**Required work**
Nothing left out, nothing added: return the full set of records.

━━━━━ Data shown

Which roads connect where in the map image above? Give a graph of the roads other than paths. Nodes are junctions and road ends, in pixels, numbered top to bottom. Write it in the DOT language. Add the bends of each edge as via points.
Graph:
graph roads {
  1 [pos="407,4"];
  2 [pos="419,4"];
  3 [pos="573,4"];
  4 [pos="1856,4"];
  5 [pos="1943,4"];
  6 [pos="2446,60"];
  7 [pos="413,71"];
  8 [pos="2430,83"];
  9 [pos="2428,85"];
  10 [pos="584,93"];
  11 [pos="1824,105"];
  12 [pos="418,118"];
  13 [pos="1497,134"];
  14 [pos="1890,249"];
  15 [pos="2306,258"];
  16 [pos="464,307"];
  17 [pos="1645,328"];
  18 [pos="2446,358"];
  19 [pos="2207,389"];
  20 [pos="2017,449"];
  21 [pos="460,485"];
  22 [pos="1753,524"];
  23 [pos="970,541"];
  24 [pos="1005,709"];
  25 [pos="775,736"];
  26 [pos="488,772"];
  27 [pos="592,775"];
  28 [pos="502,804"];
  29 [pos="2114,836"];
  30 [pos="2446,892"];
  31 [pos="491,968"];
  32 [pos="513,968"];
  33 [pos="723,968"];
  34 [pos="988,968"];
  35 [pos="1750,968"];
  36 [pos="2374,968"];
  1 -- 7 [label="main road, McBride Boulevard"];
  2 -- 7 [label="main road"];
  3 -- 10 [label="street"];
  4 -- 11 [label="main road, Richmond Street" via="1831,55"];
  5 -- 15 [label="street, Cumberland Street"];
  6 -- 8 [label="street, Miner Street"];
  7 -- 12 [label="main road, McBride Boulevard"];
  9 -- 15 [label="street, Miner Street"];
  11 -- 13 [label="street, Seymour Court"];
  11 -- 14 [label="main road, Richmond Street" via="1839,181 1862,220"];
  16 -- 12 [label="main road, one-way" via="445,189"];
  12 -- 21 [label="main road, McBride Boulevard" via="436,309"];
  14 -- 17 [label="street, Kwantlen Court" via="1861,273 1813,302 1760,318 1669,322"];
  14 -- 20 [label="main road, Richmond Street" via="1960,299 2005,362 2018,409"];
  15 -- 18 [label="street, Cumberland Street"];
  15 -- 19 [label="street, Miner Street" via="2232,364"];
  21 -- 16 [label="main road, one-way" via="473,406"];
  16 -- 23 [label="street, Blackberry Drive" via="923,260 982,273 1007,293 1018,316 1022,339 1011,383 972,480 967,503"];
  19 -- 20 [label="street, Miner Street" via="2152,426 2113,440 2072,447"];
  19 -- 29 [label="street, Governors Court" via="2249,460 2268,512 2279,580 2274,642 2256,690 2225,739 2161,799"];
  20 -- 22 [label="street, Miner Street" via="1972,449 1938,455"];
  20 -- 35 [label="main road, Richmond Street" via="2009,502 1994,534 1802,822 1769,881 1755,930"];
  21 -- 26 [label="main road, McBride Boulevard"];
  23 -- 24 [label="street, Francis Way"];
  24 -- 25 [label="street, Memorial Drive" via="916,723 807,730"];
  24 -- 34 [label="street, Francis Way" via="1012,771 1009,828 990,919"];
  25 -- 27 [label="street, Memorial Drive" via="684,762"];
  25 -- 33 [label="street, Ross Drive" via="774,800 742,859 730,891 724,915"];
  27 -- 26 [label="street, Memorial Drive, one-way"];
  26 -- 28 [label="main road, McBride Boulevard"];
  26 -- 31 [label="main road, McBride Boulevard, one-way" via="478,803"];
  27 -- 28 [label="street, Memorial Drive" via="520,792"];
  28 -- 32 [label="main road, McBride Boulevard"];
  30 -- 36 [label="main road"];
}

━━━━━━━━━━

**Worked solution**
Which roads connect where in the map image above? Give a graph of the roads other than paths. Nodes are junctions and road ends, in pixels, numbered top to bottom. Write it in the DOT language. Add the bends of each edge as via points.
Graph:
graph roads {
  1 [pos="407,4"];
  2 [pos="419,4"];
  3 [pos="573,4"];
  4 [pos="1856,4"];
  5 [pos="1943,4"];
  6 [pos="2446,60"];
  7 [pos="413,71"];
  8 [pos="2430,83"];
  9 [pos="2428,85"];
  10 [pos="584,93"];
  11 [pos="1824,105"];
  12 [pos="418,118"];
  13 [pos="1497,134"];
  14 [pos="1890,249"];
  15 [pos="2306,258"];
  16 [pos="464,307"];
  17 [pos="1645,328"];
  18 [pos="2446,358"];
  19 [pos="2207,389"];
  20 [pos="2017,449"];
  21 [pos="460,485"];
  22 [pos="1753,524"];
  23 [pos="970,541"];
  24 [pos="1005,709"];
  25 [pos="775,736"];
  26 [pos="488,772"];
  27 [pos="592,775"];
  28 [pos="502,804"];
  29 [pos="2114,836"];
  30 [pos="2446,892"];
  31 [pos="491,968"];
  32 [pos="513,968"];
  33 [pos="723,968"];
  34 [pos="988,968"];
  35 [pos="1750,968"];
  36 [pos="2374,968"];
  1 -- 7 [label="main road, McBride Boulevard"];
  2 -- 7 [label="main road"];
  3 -- 10 [label="street"];
  4 -- 11 [label="main road, Richmond Street" via="1831,55"];
  5 -- 15 [label="street, Cumberland Street"];
  6 -- 8 [label="street, Miner Street"];
  7 -- 12 [label="main road, McBride Boulevard"];
  9 -- 15 [label="street, Miner Street"];
  11 -- 13 [label="street, Seymour Court"];
  11 -- 14 [label="main road, Richmond Street" via="1839,181 1862,220"];
  16 -- 12 [label="main road, one-way" via="445,189"];
  12 -- 21 [label="main road, McBride Boulevard" via="436,309"];
  14 -- 17 [label="street, Kwantlen Court" via="1861,273 1813,302 1760,318 1669,322"];
  14 -- 20 [label="main road, Richmond Street" via="1960,299 2005,362 2018,409"];
  15 -- 18 [label="street, Cumberland Street"];
  15 -- 19 [label="street, Miner Street" via="2232,364"];
  21 -- 16 [label="main road, one-way" via="473,406"];
  16 -- 23 [label="street, Blackberry Drive" via="923,260 982,273 1007,293 1018,316 1022,339 1011,383 972,480 967,503"];
  19 -- 20 [label="street, Miner Street" via="2152,426 2113,440 2072,447"];
  19 -- 29 [label="street, Governors Court" via="2249,460 2268,512 2279,580 2274,642 2256,690 2225,739 2161,799"];
  20 -- 22 [label="street, Miner Street" via="1972,449 1938,455"];
  20 -- 35 [label="main road, Richmond Street" via="2009,502 1994,534 1802,822 1769,881 1755,930"];
  21 -- 26 [label="main road, McBride Boulevard"];
  23 -- 24 [label="street, Francis Way"];
  24 -- 25 [label="street, Memorial Drive" via="916,723 807,730"];
  24 -- 34 [label="street, Francis Way" via="1012,771 1009,828 990,919"];
  25 -- 27 [label="street, Memorial Drive" via="684,762"];
  25 -- 33 [label="street, Ross Drive" via="774,800 742,859 730,891 724,915"];
  27 -- 26 [label="street, Memorial Drive, one-way"];
  26 -- 28 [label="main road, McBride Boulevard"];
  26 -- 31 [label="main road, McBride Boulevard, one-way" via="478,803"];
  27 -- 28 [label="street, Memorial Drive" via="520,792"];
  28 -- 32 [label="main road, McBride Boulevard"];
  30 -- 36 [label="main road"];
}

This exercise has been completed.